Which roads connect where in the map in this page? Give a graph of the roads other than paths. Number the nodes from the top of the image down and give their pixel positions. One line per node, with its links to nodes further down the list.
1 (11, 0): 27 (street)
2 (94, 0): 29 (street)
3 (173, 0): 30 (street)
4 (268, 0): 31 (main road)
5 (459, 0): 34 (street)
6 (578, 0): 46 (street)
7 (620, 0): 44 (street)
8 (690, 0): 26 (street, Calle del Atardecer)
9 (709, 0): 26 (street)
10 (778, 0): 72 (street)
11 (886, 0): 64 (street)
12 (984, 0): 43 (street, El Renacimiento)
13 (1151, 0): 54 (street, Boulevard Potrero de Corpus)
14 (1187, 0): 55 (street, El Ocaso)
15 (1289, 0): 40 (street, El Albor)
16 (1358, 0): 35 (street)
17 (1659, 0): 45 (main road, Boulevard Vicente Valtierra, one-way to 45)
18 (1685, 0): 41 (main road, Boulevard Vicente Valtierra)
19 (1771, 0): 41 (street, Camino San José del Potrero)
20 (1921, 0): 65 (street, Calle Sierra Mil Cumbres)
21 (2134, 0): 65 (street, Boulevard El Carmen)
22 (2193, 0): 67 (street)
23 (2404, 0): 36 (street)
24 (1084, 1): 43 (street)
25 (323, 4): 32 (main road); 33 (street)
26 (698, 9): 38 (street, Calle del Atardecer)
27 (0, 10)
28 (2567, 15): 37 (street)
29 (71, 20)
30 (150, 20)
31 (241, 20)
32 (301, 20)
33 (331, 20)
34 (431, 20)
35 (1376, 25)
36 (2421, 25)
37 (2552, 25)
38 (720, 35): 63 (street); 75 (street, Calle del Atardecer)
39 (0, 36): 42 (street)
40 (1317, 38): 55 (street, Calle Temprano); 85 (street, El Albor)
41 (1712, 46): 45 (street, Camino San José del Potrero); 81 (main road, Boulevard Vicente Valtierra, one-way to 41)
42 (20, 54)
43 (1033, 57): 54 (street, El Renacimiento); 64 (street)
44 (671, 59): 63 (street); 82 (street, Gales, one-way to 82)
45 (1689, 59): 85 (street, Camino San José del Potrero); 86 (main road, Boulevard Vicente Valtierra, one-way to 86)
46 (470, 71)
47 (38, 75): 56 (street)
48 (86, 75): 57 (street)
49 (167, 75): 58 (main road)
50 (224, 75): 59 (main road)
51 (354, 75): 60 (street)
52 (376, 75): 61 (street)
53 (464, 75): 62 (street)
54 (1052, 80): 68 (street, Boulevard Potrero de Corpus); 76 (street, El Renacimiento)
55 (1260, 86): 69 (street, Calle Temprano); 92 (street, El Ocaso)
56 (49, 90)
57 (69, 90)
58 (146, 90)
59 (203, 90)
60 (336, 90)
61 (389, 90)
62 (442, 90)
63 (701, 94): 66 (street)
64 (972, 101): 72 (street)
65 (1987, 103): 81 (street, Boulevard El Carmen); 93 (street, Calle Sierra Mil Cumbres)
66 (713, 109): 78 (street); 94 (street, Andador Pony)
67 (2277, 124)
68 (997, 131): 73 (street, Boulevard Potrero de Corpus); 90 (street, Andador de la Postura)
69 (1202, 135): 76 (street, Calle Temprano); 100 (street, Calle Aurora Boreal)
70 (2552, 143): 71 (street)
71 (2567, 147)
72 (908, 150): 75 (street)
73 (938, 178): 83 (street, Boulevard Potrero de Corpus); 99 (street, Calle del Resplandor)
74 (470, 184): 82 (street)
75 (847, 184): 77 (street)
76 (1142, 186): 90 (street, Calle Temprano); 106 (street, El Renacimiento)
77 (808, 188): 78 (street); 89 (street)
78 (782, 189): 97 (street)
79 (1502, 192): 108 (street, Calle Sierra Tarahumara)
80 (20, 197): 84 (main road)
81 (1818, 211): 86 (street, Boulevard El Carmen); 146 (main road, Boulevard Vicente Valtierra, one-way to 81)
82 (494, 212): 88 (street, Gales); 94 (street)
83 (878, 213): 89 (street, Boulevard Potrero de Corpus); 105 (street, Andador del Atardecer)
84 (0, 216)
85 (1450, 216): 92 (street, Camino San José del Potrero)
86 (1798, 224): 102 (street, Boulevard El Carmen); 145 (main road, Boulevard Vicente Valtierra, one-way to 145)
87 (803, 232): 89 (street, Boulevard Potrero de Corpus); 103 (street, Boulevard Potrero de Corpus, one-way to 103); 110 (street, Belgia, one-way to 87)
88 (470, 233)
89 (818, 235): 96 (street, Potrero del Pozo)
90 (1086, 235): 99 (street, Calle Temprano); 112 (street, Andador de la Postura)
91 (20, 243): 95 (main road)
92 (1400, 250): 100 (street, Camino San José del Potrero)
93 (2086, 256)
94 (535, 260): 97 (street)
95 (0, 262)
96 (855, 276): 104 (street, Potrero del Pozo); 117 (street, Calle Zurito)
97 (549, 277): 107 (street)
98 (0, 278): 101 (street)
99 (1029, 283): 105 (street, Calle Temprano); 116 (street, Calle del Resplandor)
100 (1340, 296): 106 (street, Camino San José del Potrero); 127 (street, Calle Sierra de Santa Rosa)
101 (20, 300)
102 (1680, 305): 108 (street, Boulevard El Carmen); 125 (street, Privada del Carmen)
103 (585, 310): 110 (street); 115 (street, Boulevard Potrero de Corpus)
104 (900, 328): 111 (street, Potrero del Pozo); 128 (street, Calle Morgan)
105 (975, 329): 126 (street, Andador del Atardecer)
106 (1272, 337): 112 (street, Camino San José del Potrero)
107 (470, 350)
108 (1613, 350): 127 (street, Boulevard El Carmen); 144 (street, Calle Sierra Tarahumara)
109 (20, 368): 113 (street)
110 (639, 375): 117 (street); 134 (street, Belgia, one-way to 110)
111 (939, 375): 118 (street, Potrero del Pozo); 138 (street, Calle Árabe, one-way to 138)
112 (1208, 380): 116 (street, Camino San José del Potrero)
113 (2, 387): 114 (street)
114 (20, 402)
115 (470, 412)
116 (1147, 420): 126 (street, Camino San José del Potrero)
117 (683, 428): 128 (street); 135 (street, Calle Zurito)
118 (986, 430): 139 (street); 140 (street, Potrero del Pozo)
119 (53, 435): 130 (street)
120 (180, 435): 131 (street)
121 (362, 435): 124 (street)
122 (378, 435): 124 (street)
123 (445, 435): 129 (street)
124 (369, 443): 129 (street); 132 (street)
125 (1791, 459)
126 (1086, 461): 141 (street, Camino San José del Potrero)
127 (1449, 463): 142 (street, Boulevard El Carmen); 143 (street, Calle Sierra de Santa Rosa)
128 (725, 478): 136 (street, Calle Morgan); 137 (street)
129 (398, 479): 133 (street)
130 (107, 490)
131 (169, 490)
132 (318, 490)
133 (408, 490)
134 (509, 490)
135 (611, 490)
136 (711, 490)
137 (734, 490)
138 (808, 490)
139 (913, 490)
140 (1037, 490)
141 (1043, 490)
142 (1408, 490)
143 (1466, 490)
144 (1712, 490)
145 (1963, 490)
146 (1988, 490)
___
> **What you have to do**:
Going line by line, copy the data above exactly.

> **Your solution**:
Which roads connect where in the map in this page? Give a graph of the roads other than paths. Number the nodes from the top of the image down and give their pixel positions. One line per node, with its links to nodes further down the list.
1 (11, 0): 27 (street)
2 (94, 0): 29 (street)
3 (173, 0): 30 (street)
4 (268, 0): 31 (main road)
5 (459, 0): 34 (street)
6 (578, 0): 46 (street)
7 (620, 0): 44 (street)
8 (690, 0): 26 (street, Calle del Atardecer)
9 (709, 0): 26 (street)
10 (778, 0): 72 (street)
11 (886, 0): 64 (street)
12 (984, 0): 43 (street, El Renacimiento)
13 (1151, 0): 54 (street, Boulevard Potrero de Corpus)
14 (1187, 0): 55 (street, El Ocaso)
15 (1289, 0): 40 (street, El Albor)
16 (1358, 0): 35 (street)
17 (1659, 0): 45 (main road, Boulevard Vicente Valtierra, one-way to 45)
18 (1685, 0): 41 (main road, Boulevard Vicente Valtierra)
19 (1771, 0): 41 (street, Camino San José del Potrero)
20 (1921, 0): 65 (street, Calle Sierra Mil Cumbres)
21 (2134, 0): 65 (street, Boulevard El Carmen)
22 (2193, 0): 67 (street)
23 (2404, 0): 36 (street)
24 (1084, 1): 43 (street)
25 (323, 4): 32 (main road); 33 (street)
26 (698, 9): 38 (street, Calle del Atardecer)
27 (0, 10)
28 (2567, 15): 37 (street)
29 (71, 20)
30 (150, 20)
31 (241, 20)
32 (301, 20)
33 (331, 20)
34 (431, 20)
35 (1376, 25)
36 (2421, 25)
37 (2552, 25)
38 (720, 35): 63 (street); 75 (street, Calle del Atardecer)
39 (0, 36): 42 (street)
40 (1317, 38): 55 (street, Calle Temprano); 85 (street, El Albor)
41 (1712, 46): 45 (street, Camino San José del Potrero); 81 (main road, Boulevard Vicente Valtierra, one-way to 41)
42 (20, 54)
43 (1033, 57): 54 (street, El Renacimiento); 64 (street)
44 (671, 59): 63 (street); 82 (street, Gales, one-way to 82)
45 (1689, 59): 85 (street, Camino San José del Potrero); 86 (main road, Boulevard Vicente Valtierra, one-way to 86)
46 (470, 71)
47 (38, 75): 56 (street)
48 (86, 75): 57 (street)
49 (167, 75): 58 (main road)
50 (224, 75): 59 (main road)
51 (354, 75): 60 (street)
52 (376, 75): 61 (street)
53 (464, 75): 62 (street)
54 (1052, 80): 68 (street, Boulevard Potrero de Corpus); 76 (street, El Renacimiento)
55 (1260, 86): 69 (street, Calle Temprano); 92 (street, El Ocaso)
56 (49, 90)
57 (69, 90)
58 (146, 90)
59 (203, 90)
60 (336, 90)
61 (389, 90)
62 (442, 90)
63 (701, 94): 66 (street)
64 (972, 101): 72 (street)
65 (1987, 103): 81 (street, Boulevard El Carmen); 93 (street, Calle Sierra Mil Cumbres)
66 (713, 109): 78 (street); 94 (street, Andador Pony)
67 (2277, 124)
68 (997, 131): 73 (street, Boulevard Potrero de Corpus); 90 (street, Andador de la Postura)
69 (1202, 135): 76 (street, Calle Temprano); 100 (street, Calle Aurora Boreal)
70 (2552, 143): 71 (street)
71 (2567, 147)
72 (908, 150): 75 (street)
73 (938, 178): 83 (street, Boulevard Potrero de Corpus); 99 (street, Calle del Resplandor)
74 (470, 184): 82 (street)
75 (847, 184): 77 (street)
76 (1142, 186): 90 (street, Calle Temprano); 106 (street, El Renacimiento)
77 (808, 188): 78 (street); 89 (street)
78 (782, 189): 97 (street)
79 (1502, 192): 108 (street, Calle Sierra Tarahumara)
80 (20, 197): 84 (main road)
81 (1818, 211): 86 (street, Boulevard El Carmen); 146 (main road, Boulevard Vicente Valtierra, one-way to 81)
82 (494, 212): 88 (street, Gales); 94 (street)
83 (878, 213): 89 (street, Boulevard Potrero de Corpus); 105 (street, Andador del Atardecer)
84 (0, 216)
85 (1450, 216): 92 (street, Camino San José del Potrero)
86 (1798, 224): 102 (street, Boulevard El Carmen); 145 (main road, Boulevard Vicente Valtierra, one-way to 145)
87 (803, 232): 89 (street, Boulevard Potrero de Corpus); 103 (street, Boulevard Potrero de Corpus, one-way to 103); 110 (street, Belgia, one-way to 87)
88 (470, 233)
89 (818, 235): 96 (street, Potrero del Pozo)
90 (1086, 235): 99 (street, Calle Temprano); 112 (street, Andador de la Postura)
91 (20, 243): 95 (main road)
92 (1400, 250): 100 (street, Camino San José del Potrero)
93 (2086, 256)
94 (535, 260): 97 (street)
95 (0, 262)
96 (855, 276): 104 (street, Potrero del Pozo); 117 (street, Calle Zurito)
97 (549, 277): 107 (street)
98 (0, 278): 101 (street)
99 (1029, 283): 105 (street, Calle Temprano); 116 (street, Calle del Resplandor)
100 (1340, 296): 106 (street, Camino San José del Potrero); 127 (street, Calle Sierra de Santa Rosa)
101 (20, 300)
102 (1680, 305): 108 (street, Boulevard El Carmen); 125 (street, Privada del Carmen)
103 (585, 310): 110 (street); 115 (street, Boulevard Potrero de Corpus)
104 (900, 328): 111 (street, Potrero del Pozo); 128 (street, Calle Morgan)
105 (975, 329): 126 (street, Andador del Atardecer)
106 (1272, 337): 112 (street, Camino San José del Potrero)
107 (470, 350)
108 (1613, 350): 127 (street, Boulevard El Carmen); 144 (street, Calle Sierra Tarahumara)
109 (20, 368): 113 (street)
110 (639, 375): 117 (street); 134 (street, Belgia, one-way to 110)
111 (939, 375): 118 (street, Potrero del Pozo); 138 (street, Calle Árabe, one-way to 138)
112 (1208, 380): 116 (street, Camino San José del Potrero)
113 (2, 387): 114 (street)
114 (20, 402)
115 (470, 412)
116 (1147, 420): 126 (street, Camino San José del Potrero)
117 (683, 428): 128 (street); 135 (street, Calle Zurito)
118 (986, 430): 139 (street); 140 (street, Potrero del Pozo)
119 (53, 435): 130 (street)
120 (180, 435): 131 (street)
121 (362, 435): 124 (street)
122 (378, 435): 124 (street)
123 (445, 435): 129 (street)
124 (369, 443): 129 (street); 132 (street)
125 (1791, 459)
126 (1086, 461): 141 (street, Camino San José del Potrero)
127 (1449, 463): 142 (street, Boulevard El Carmen); 143 (street, Calle Sierra de Santa Rosa)
128 (725, 478): 136 (street, Calle Morgan); 137 (street)
129 (398, 479): 133 (street)
130 (107, 490)
131 (169, 490)
132 (318, 490)
133 (408, 490)
134 (509, 490)
135 (611, 490)
136 (711, 490)
137 (734, 490)
138 (808, 490)
139 (913, 490)
140 (1037, 490)
141 (1043, 490)
142 (1408, 490)
143 (1466, 490)
144 (1712, 490)
145 (1963, 490)
146 (1988, 490)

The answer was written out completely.